- ACTIVITY
What is the number of lines below that contain the word "Brein"? Respond with that number alone.

- INPUT
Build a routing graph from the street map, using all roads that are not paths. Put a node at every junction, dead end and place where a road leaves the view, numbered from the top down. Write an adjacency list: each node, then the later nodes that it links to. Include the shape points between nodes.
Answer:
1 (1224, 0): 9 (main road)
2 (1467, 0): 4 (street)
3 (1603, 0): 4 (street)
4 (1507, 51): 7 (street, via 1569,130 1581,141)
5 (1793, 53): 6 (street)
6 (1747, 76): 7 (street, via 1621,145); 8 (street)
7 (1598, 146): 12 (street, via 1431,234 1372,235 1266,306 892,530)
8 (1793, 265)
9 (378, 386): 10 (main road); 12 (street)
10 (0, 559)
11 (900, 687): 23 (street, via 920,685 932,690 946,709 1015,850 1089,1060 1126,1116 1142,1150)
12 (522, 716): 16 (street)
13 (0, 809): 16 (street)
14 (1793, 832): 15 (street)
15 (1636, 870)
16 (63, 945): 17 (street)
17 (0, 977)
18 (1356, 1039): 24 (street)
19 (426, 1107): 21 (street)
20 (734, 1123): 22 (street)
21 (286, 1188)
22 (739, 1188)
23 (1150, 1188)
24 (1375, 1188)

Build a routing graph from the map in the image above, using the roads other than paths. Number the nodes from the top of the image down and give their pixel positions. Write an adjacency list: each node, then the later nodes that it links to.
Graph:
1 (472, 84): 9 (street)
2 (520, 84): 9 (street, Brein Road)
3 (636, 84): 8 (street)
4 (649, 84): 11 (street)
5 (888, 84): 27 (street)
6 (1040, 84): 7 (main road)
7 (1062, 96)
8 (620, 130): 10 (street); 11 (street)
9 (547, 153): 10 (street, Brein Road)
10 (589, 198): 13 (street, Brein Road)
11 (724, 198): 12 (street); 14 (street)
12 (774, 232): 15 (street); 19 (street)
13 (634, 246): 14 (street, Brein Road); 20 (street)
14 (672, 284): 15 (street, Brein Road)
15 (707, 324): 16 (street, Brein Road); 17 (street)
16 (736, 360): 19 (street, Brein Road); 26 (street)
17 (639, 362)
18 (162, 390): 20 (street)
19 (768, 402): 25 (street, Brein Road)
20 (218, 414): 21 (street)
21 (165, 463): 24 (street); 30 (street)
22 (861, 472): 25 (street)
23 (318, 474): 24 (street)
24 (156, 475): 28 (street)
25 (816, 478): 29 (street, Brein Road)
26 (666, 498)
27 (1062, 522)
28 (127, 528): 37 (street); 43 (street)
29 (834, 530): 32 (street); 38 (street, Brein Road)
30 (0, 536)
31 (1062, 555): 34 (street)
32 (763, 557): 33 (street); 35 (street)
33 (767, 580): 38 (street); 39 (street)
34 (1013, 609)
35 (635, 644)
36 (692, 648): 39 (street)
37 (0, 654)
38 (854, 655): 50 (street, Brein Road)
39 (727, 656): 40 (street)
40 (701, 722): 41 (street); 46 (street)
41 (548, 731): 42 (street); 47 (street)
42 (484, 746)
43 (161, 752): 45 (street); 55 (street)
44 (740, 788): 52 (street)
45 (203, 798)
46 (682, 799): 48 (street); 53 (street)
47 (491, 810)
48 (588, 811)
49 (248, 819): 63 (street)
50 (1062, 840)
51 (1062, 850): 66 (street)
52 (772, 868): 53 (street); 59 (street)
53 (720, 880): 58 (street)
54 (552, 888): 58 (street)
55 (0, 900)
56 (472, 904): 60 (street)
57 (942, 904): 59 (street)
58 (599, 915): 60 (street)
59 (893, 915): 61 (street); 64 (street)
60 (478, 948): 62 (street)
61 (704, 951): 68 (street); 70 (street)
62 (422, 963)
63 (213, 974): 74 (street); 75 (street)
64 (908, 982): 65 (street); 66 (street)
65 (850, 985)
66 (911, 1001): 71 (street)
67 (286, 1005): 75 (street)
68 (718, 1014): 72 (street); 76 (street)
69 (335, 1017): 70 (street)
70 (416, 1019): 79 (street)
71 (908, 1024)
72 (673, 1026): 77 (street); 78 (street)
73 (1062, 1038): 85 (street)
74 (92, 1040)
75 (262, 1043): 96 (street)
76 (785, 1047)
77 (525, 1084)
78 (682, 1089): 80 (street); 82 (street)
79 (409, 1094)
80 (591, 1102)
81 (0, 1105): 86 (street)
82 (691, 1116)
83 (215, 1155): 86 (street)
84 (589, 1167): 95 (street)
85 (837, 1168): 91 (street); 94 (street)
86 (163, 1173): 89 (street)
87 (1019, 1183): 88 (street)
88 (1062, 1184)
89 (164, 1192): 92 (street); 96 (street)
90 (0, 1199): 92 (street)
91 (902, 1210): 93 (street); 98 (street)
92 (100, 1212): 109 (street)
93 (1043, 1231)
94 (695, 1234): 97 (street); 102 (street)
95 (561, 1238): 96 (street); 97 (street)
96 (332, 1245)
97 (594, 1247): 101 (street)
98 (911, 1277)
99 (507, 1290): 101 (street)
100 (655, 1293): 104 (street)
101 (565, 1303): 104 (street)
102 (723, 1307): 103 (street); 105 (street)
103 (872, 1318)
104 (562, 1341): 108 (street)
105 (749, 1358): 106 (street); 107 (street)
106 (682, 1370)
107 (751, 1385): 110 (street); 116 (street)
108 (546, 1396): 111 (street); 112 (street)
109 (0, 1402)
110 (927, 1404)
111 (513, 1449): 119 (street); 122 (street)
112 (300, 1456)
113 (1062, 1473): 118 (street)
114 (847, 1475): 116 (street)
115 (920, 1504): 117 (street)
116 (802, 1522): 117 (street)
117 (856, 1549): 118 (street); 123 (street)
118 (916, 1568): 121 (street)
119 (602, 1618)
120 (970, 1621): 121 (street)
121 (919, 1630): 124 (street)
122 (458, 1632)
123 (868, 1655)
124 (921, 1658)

- ANSWER SECTION
11